──────── Records for this exercise
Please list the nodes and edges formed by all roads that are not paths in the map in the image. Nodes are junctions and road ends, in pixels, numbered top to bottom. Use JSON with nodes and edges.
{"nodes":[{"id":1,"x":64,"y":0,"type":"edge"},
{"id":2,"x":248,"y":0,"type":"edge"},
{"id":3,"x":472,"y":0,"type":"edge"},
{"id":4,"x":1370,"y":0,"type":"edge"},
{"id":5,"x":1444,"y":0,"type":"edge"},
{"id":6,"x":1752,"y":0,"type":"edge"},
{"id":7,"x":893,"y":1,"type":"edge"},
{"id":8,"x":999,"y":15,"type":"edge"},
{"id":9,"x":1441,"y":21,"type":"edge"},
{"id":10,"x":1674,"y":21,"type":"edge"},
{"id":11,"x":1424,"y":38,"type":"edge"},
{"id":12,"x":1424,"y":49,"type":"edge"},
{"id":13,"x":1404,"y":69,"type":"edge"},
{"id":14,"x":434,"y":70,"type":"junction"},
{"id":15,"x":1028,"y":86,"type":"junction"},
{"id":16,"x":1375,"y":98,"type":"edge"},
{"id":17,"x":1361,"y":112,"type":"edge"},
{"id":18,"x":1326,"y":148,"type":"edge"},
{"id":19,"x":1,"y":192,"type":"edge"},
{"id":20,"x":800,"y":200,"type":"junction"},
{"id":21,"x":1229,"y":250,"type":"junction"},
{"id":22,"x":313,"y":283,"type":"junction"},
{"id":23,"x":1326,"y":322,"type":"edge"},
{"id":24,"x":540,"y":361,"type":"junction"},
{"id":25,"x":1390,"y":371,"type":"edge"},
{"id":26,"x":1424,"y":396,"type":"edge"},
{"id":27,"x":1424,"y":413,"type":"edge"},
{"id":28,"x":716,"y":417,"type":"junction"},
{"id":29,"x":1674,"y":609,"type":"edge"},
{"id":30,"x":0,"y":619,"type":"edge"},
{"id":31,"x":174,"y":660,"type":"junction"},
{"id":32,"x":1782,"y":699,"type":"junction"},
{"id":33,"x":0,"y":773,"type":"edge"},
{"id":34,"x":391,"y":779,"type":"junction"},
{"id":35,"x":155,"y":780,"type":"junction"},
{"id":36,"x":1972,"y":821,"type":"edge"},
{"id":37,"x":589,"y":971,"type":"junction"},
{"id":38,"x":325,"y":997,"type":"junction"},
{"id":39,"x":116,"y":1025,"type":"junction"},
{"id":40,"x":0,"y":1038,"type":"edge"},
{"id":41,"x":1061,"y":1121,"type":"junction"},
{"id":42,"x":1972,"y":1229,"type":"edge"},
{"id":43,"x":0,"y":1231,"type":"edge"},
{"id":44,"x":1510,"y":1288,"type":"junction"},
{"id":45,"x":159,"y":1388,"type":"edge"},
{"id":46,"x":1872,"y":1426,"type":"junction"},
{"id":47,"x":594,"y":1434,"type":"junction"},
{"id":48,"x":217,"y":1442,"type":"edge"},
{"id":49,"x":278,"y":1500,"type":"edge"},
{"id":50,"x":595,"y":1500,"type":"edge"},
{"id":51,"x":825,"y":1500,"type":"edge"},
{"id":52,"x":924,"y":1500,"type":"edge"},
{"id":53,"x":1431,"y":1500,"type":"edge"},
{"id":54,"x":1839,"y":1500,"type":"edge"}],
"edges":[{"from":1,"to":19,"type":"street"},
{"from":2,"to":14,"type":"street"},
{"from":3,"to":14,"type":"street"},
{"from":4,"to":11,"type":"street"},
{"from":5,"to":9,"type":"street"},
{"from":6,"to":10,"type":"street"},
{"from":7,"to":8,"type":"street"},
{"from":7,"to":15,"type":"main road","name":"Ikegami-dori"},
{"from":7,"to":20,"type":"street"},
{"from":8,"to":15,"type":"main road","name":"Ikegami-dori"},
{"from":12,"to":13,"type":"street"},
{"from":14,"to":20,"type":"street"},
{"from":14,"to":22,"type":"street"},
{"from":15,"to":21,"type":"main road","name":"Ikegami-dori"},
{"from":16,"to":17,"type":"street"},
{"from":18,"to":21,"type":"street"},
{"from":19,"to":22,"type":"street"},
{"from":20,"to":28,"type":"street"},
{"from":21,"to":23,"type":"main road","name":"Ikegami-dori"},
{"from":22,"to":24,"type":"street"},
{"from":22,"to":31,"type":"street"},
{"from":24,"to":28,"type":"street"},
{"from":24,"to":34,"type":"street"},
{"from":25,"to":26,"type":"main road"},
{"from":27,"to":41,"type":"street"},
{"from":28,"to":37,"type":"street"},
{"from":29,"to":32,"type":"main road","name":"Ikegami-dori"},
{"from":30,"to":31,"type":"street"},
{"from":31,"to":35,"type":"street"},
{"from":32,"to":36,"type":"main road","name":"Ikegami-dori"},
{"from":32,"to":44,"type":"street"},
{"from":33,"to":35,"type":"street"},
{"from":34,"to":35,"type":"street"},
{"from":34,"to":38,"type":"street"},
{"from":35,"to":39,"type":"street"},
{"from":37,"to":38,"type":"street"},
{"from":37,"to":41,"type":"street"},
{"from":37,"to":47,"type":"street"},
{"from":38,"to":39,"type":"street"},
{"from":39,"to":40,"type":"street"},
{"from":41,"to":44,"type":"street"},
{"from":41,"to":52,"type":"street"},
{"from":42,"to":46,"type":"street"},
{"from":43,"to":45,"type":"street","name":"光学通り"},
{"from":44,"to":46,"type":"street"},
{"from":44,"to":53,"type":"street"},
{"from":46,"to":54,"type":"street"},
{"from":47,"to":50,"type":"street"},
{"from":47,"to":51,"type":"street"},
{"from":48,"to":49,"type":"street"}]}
────────────────
◆ What needs to be done
Please give the number of lines above that contain the string "Ikegami", and nothing more.

◆ Finished task
6